BEGIN DATA SUPPLIED
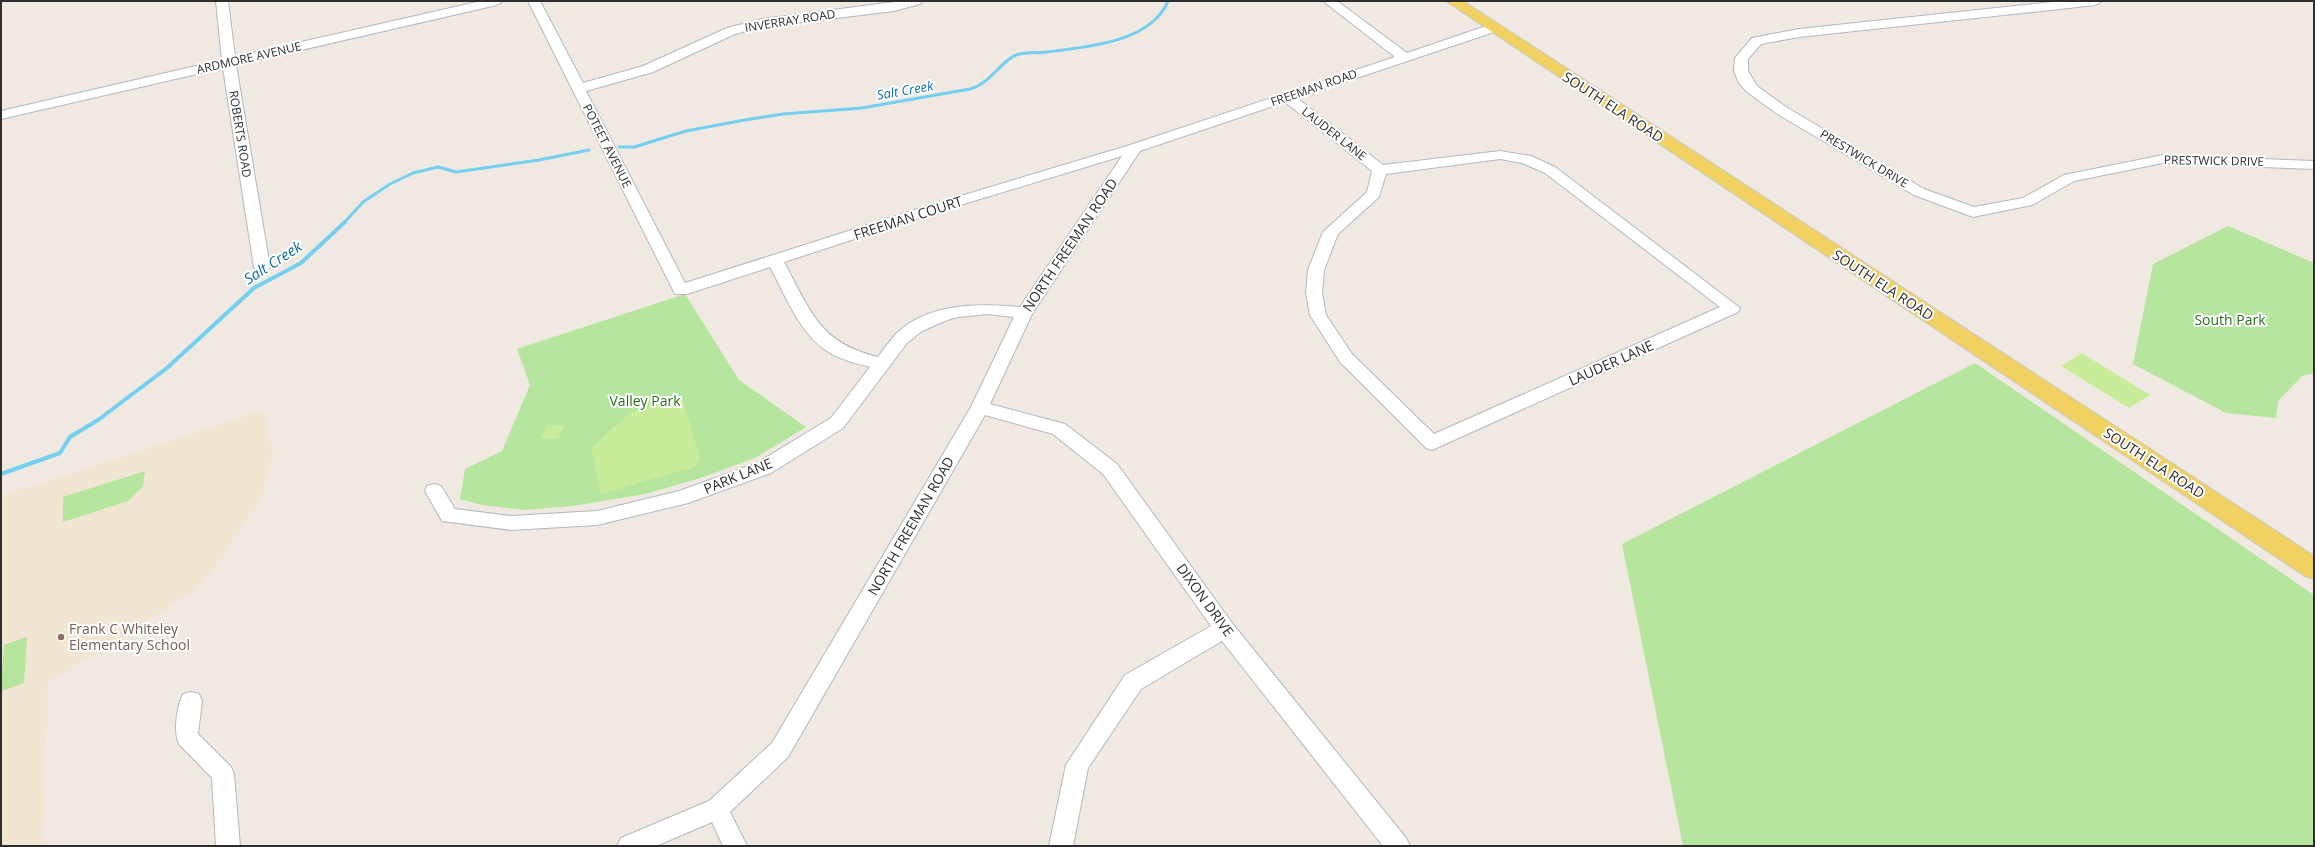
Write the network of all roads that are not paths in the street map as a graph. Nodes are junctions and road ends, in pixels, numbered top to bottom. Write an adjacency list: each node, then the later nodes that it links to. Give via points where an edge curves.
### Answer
1 (222, 1): 12 (street, ROBERTS ROAD)
2 (497, 1): 12 (street, ARDMORE AVENUE)
3 (534, 1): 13 (street, POTEET AVENUE)
4 (916, 1): 13 (street, INVERRAY ROAD, via 894,7 762,23 731,31 648,69)
5 (1329, 1): 11 (street)
6 (1453, 1): 10 (main road, SOUTH ELA ROAD)
7 (2024, 1): 9 (street)
8 (2096, 1): 9 (street, PRESTWICK DRIVE)
9 (2037, 7): 17 (street, PRESTWICK DRIVE, via 1799,33 1757,41 1742,58 1741,71 1752,89 1781,110 1919,192 1973,212 2027,202 2069,178 2163,159)
10 (1493, 28): 11 (street, FREEMAN ROAD); 26 (main road, SOUTH ELA ROAD)
11 (1404, 57): 14 (street, FREEMAN ROAD)
12 (229, 62): 15 (street, ARDMORE AVENUE); 20 (street, ROBERTS ROAD)
13 (578, 89): 21 (street, POTEET AVENUE)
14 (1288, 98): 16 (street, FREEMAN ROAD); 18 (street, LAUDER LANE)
15 (1, 115)
16 (1135, 148): 19 (street, FREEMAN COURT, via 929,210); 22 (street, NORTH FREEMAN ROAD)
17 (2314, 165)
18 (1380, 170): 18 (street, LAUDER LANE, via 1374,194 1331,232 1316,270 1314,293 1318,315 1346,358 1432,443 1732,308 1550,170 1526,159 1500,155)
19 (775, 261): 21 (street, FREEMAN COURT); 23 (street, via 818,334 830,346)
20 (262, 267)
21 (682, 290)
22 (1024, 313): 23 (street, PARK LANE, via 987,309 943,315 916,327 901,339); 24 (street, NORTH FREEMAN ROAD)
23 (882, 364): 25 (street, PARK LANE, via 837,423 764,468 681,498 597,518 511,523 449,516)
24 (980, 407): 27 (street, DIXON DRIVE, via 1059,429 1110,470); 29 (street, NORTH FREEMAN ROAD, via 780,750)
25 (434, 491)
26 (2314, 569)
27 (1225, 629): 30 (street, DIXON DRIVE); 34 (street, via 1134,682 1078,765)
28 (192, 701): 31 (street, via 187,737 222,774)
29 (717, 810): 32 (street, NORTH FREEMAN ROAD); 33 (street)
30 (1394, 845)
31 (228, 846)
32 (629, 846)
33 (735, 846)
34 (1061, 846)

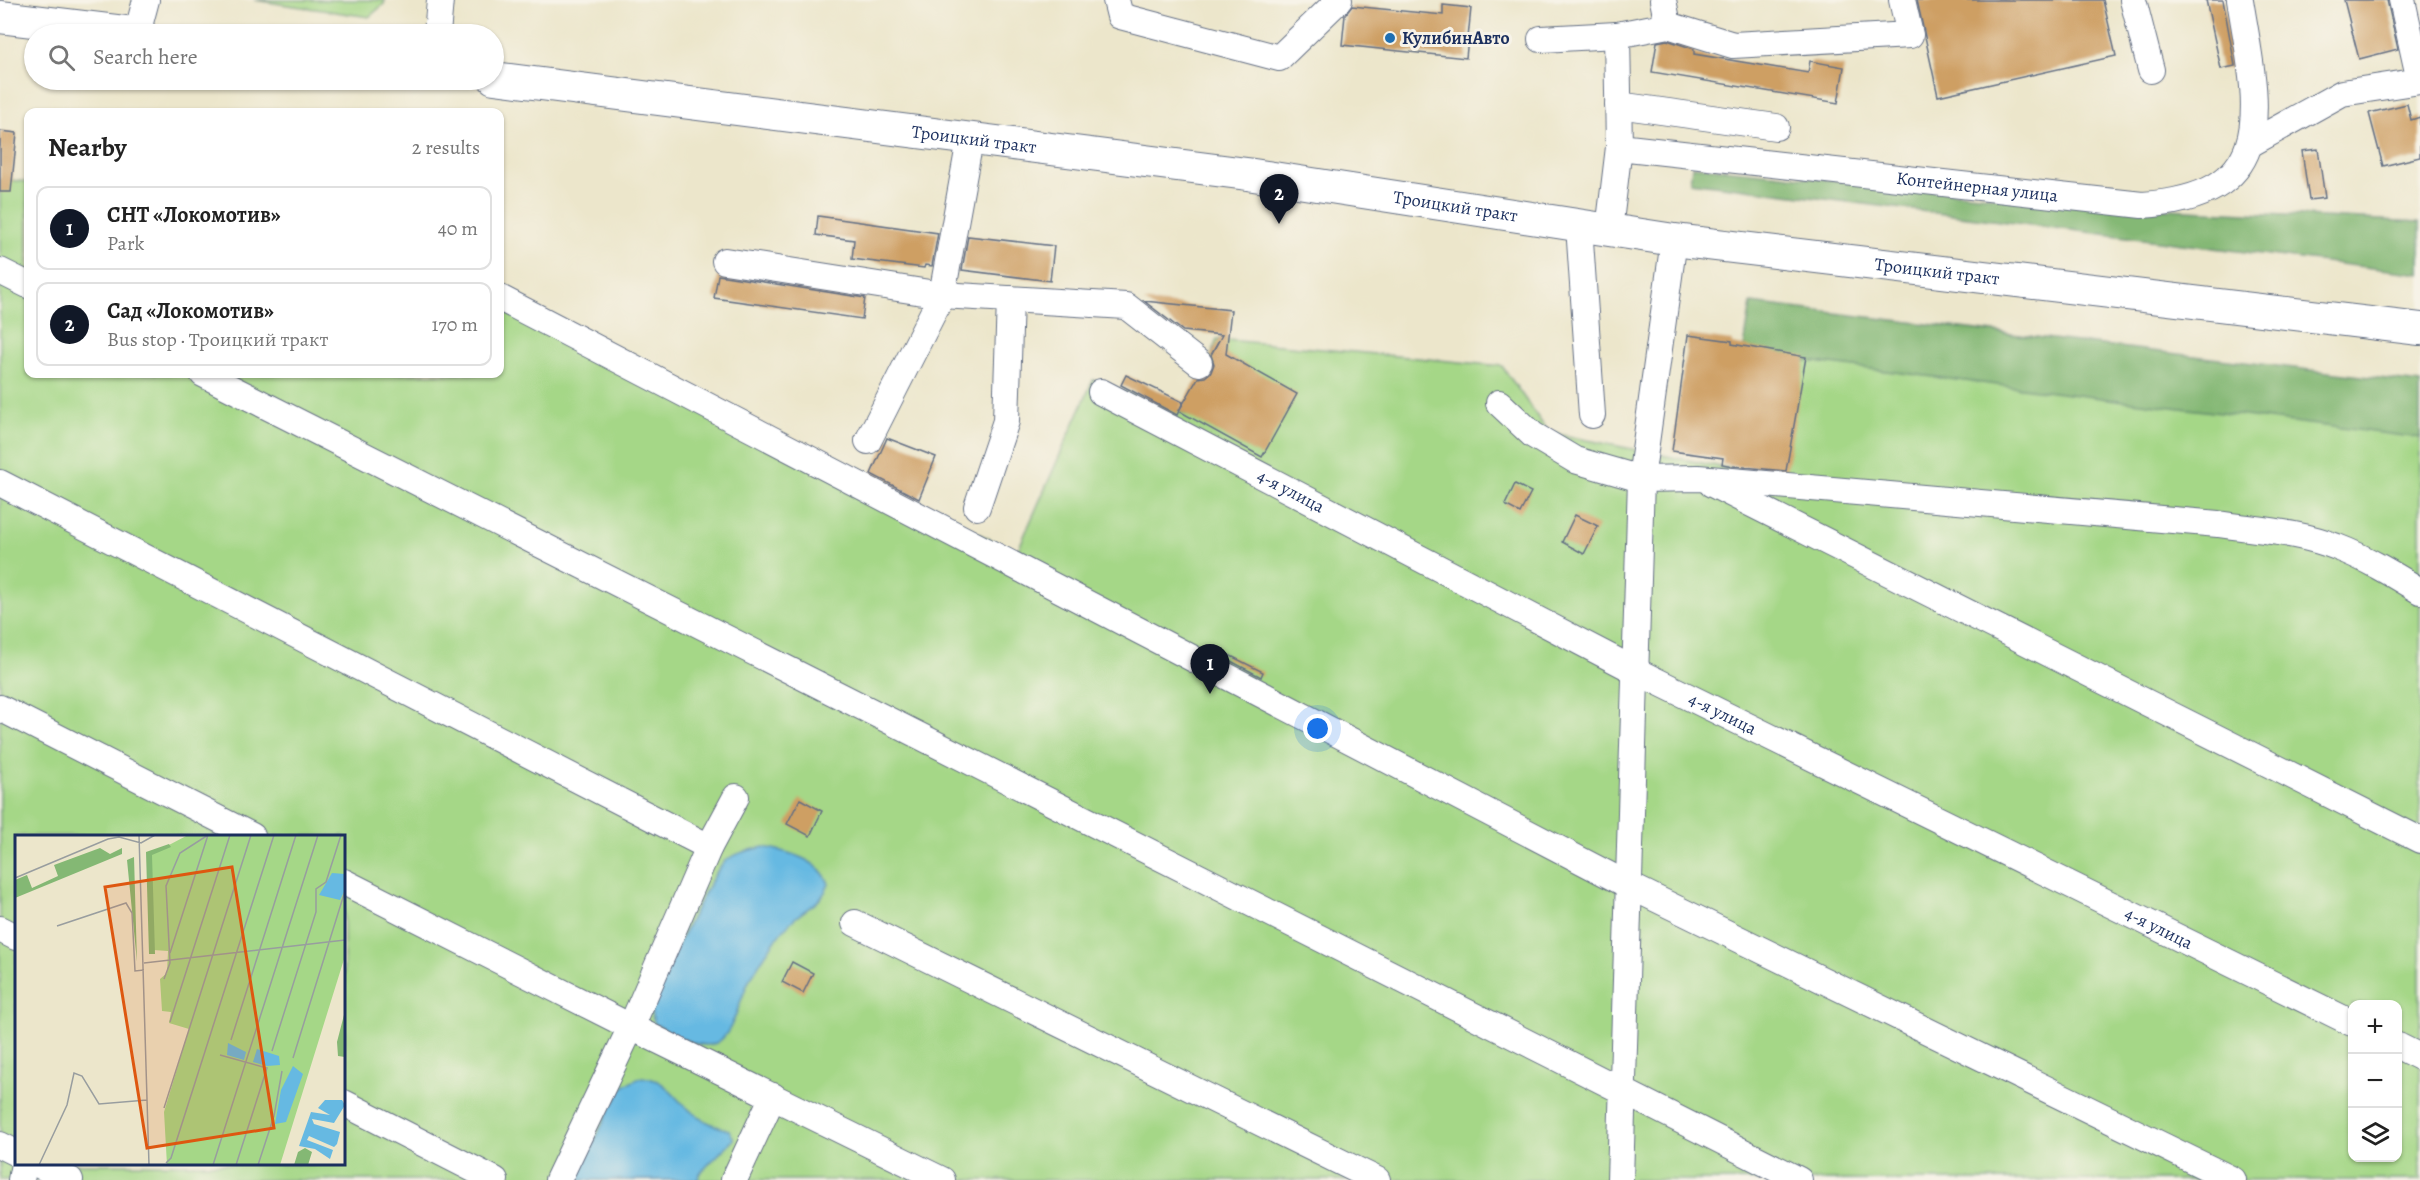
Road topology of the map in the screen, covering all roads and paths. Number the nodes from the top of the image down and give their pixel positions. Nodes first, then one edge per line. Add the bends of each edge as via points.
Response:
1 (146, 0) edge
2 (440, 0) edge
3 (1116, 0) edge
4 (1340, 0) edge
5 (1663, 0) edge
6 (1902, 0) edge
7 (2133, 0) edge
8 (2240, 0) edge
9 (2402, 0) edge
10 (0, 17) edge
11 (57, 24) edge
12 (141, 24) edge
13 (438, 24) edge
14 (1668, 26) junction
15 (1617, 35) junction
16 (1541, 39) dead end
17 (2151, 70) dead end
18 (504, 79) edge
19 (1618, 105) junction
20 (1776, 127) dead end
21 (970, 140) junction
22 (2250, 144) junction
23 (1619, 147) junction
24 (1594, 228) junction
25 (1674, 240) junction
26 (725, 261) dead end
27 (0, 271) edge
28 (24, 283) edge
29 (942, 295) junction
30 (1010, 299) junction
31 (504, 300) edge
32 (2420, 329) edge
33 (1199, 363) dead end
34 (211, 378) edge
35 (1101, 392) dead end
36 (1499, 403) dead end
37 (1592, 415) dead end
38 (868, 441) dead end
39 (1698, 478) junction
40 (1641, 479) junction
41 (0, 483) edge
42 (977, 507) dead end
43 (2420, 591) edge
44 (1636, 671) junction
45 (0, 708) edge
46 (736, 798) dead end
47 (248, 835) edge
48 (2420, 840) edge
49 (709, 847) junction
50 (345, 883) edge
51 (1630, 886) junction
52 (855, 923) dead end
53 (0, 929) edge
54 (15, 937) edge
55 (2348, 1021) edge
56 (631, 1027) junction
57 (2402, 1048) edge
58 (2420, 1057) edge
59 (1623, 1092) junction
60 (773, 1096) junction
61 (345, 1104) edge
62 (0, 1145) edge
63 (15, 1152) edge
64 (24, 1165) edge
65 (39, 1165) edge
66 (21, 1180) edge
67 (70, 1180) edge
68 (495, 1180) edge
69 (558, 1180) edge
70 (734, 1180) edge
71 (942, 1180) edge
72 (1377, 1180) edge
73 (1620, 1180) edge
74 (1799, 1180) edge
75 (2233, 1180) edge

1 - 12 street
2 - 13 street
3 - 4 street via 1120,16 1280,58
5 - 14 street
6 - 14 street via 1910,35 1732,45
7 - 17 street
8 - 22 street, Контейнерная улица via 2255,93
9 - 22 street via 2420,81 2342,93
10 - 11 main road
14 - 15 street
15 - 16 street
15 - 19 street
18 - 21 main road, Троицкий тракт
19 - 20 street
19 - 23 street
21 - 24 main road, Троицкий тракт via 1247,174
21 - 29 street
22 - 23 street, Контейнерная улица via 2241,164 2222,182 2173,203 2142,205
23 - 24 street
24 - 25 main road, Троицкий тракт
24 - 37 street
25 - 32 main road, Троицкий тракт
25 - 40 street
26 - 29 street
27 - 28 street
29 - 30 street
29 - 38 street
30 - 33 street via 1126,306
30 - 42 street via 1006,422
31 - 51 street
34 - 59 street
35 - 44 street, 4-я улица
36 - 40 street via 1533,435 1575,460
39 - 40 street
39 - 43 street via 2218,524 2290,534 2337,546
39 - 48 street
40 - 44 street
41 - 49 street
44 - 51 street
44 - 55 street, 4-я улица
45 - 47 street
46 - 49 street
49 - 56 street
50 - 56 street
51 - 59 street
51 - 75 street
52 - 72 street
53 - 54 street
56 - 60 street
56 - 69 street
57 - 58 street
59 - 73 street
59 - 74 street
60 - 70 street
60 - 71 street
61 - 68 street
62 - 63 street
64 - 66 street
65 - 67 street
END DATA SUPPLIED
From the first line to the last, reproduce the records above exactly and skip the pictures.

* EXERCISE ANSWER *
Write the network of all roads that are not paths in the street map as a graph. Nodes are junctions and road ends, in pixels, numbered top to bottom. Write an adjacency list: each node, then the later nodes that it links to. Give via points where an edge curves.
### Answer
1 (222, 1): 12 (street, ROBERTS ROAD)
2 (497, 1): 12 (street, ARDMORE AVENUE)
3 (534, 1): 13 (street, POTEET AVENUE)
4 (916, 1): 13 (street, INVERRAY ROAD, via 894,7 762,23 731,31 648,69)
5 (1329, 1): 11 (street)
6 (1453, 1): 10 (main road, SOUTH ELA ROAD)
7 (2024, 1): 9 (street)
8 (2096, 1): 9 (street, PRESTWICK DRIVE)
9 (2037, 7): 17 (street, PRESTWICK DRIVE, via 1799,33 1757,41 1742,58 1741,71 1752,89 1781,110 1919,192 1973,212 2027,202 2069,178 2163,159)
10 (1493, 28): 11 (street, FREEMAN ROAD); 26 (main road, SOUTH ELA ROAD)
11 (1404, 57): 14 (street, FREEMAN ROAD)
12 (229, 62): 15 (street, ARDMORE AVENUE); 20 (street, ROBERTS ROAD)
13 (578, 89): 21 (street, POTEET AVENUE)
14 (1288, 98): 16 (street, FREEMAN ROAD); 18 (street, LAUDER LANE)
15 (1, 115)
16 (1135, 148): 19 (street, FREEMAN COURT, via 929,210); 22 (street, NORTH FREEMAN ROAD)
17 (2314, 165)
18 (1380, 170): 18 (street, LAUDER LANE, via 1374,194 1331,232 1316,270 1314,293 1318,315 1346,358 1432,443 1732,308 1550,170 1526,159 1500,155)
19 (775, 261): 21 (street, FREEMAN COURT); 23 (street, via 818,334 830,346)
20 (262, 267)
21 (682, 290)
22 (1024, 313): 23 (street, PARK LANE, via 987,309 943,315 916,327 901,339); 24 (street, NORTH FREEMAN ROAD)
23 (882, 364): 25 (street, PARK LANE, via 837,423 764,468 681,498 597,518 511,523 449,516)
24 (980, 407): 27 (street, DIXON DRIVE, via 1059,429 1110,470); 29 (street, NORTH FREEMAN ROAD, via 780,750)
25 (434, 491)
26 (2314, 569)
27 (1225, 629): 30 (street, DIXON DRIVE); 34 (street, via 1134,682 1078,765)
28 (192, 701): 31 (street, via 187,737 222,774)
29 (717, 810): 32 (street, NORTH FREEMAN ROAD); 33 (street)
30 (1394, 845)
31 (228, 846)
32 (629, 846)
33 (735, 846)
34 (1061, 846)

Road topology of the map in the screen, covering all roads and paths. Number the nodes from the top of the image down and give their pixel positions. Nodes first, then one edge per line. Add the bends of each edge as via points.
Response:
1 (146, 0) edge
2 (440, 0) edge
3 (1116, 0) edge
4 (1340, 0) edge
5 (1663, 0) edge
6 (1902, 0) edge
7 (2133, 0) edge
8 (2240, 0) edge
9 (2402, 0) edge
10 (0, 17) edge
11 (57, 24) edge
12 (141, 24) edge
13 (438, 24) edge
14 (1668, 26) junction
15 (1617, 35) junction
16 (1541, 39) dead end
17 (2151, 70) dead end
18 (504, 79) edge
19 (1618, 105) junction
20 (1776, 127) dead end
21 (970, 140) junction
22 (2250, 144) junction
23 (1619, 147) junction
24 (1594, 228) junction
25 (1674, 240) junction
26 (725, 261) dead end
27 (0, 271) edge
28 (24, 283) edge
29 (942, 295) junction
30 (1010, 299) junction
31 (504, 300) edge
32 (2420, 329) edge
33 (1199, 363) dead end
34 (211, 378) edge
35 (1101, 392) dead end
36 (1499, 403) dead end
37 (1592, 415) dead end
38 (868, 441) dead end
39 (1698, 478) junction
40 (1641, 479) junction
41 (0, 483) edge
42 (977, 507) dead end
43 (2420, 591) edge
44 (1636, 671) junction
45 (0, 708) edge
46 (736, 798) dead end
47 (248, 835) edge
48 (2420, 840) edge
49 (709, 847) junction
50 (345, 883) edge
51 (1630, 886) junction
52 (855, 923) dead end
53 (0, 929) edge
54 (15, 937) edge
55 (2348, 1021) edge
56 (631, 1027) junction
57 (2402, 1048) edge
58 (2420, 1057) edge
59 (1623, 1092) junction
60 (773, 1096) junction
61 (345, 1104) edge
62 (0, 1145) edge
63 (15, 1152) edge
64 (24, 1165) edge
65 (39, 1165) edge
66 (21, 1180) edge
67 (70, 1180) edge
68 (495, 1180) edge
69 (558, 1180) edge
70 (734, 1180) edge
71 (942, 1180) edge
72 (1377, 1180) edge
73 (1620, 1180) edge
74 (1799, 1180) edge
75 (2233, 1180) edge

1 - 12 street
2 - 13 street
3 - 4 street via 1120,16 1280,58
5 - 14 street
6 - 14 street via 1910,35 1732,45
7 - 17 street
8 - 22 street, Контейнерная улица via 2255,93
9 - 22 street via 2420,81 2342,93
10 - 11 main road
14 - 15 street
15 - 16 street
15 - 19 street
18 - 21 main road, Троицкий тракт
19 - 20 street
19 - 23 street
21 - 24 main road, Троицкий тракт via 1247,174
21 - 29 street
22 - 23 street, Контейнерная улица via 2241,164 2222,182 2173,203 2142,205
23 - 24 street
24 - 25 main road, Троицкий тракт
24 - 37 street
25 - 32 main road, Троицкий тракт
25 - 40 street
26 - 29 street
27 - 28 street
29 - 30 street
29 - 38 street
30 - 33 street via 1126,306
30 - 42 street via 1006,422
31 - 51 street
34 - 59 street
35 - 44 street, 4-я улица
36 - 40 street via 1533,435 1575,460
39 - 40 street
39 - 43 street via 2218,524 2290,534 2337,546
39 - 48 street
40 - 44 street
41 - 49 street
44 - 51 street
44 - 55 street, 4-я улица
45 - 47 street
46 - 49 street
49 - 56 street
50 - 56 street
51 - 59 street
51 - 75 street
52 - 72 street
53 - 54 street
56 - 60 street
56 - 69 street
57 - 58 street
59 - 73 street
59 - 74 street
60 - 70 street
60 - 71 street
61 - 68 street
62 - 63 street
64 - 66 street
65 - 67 street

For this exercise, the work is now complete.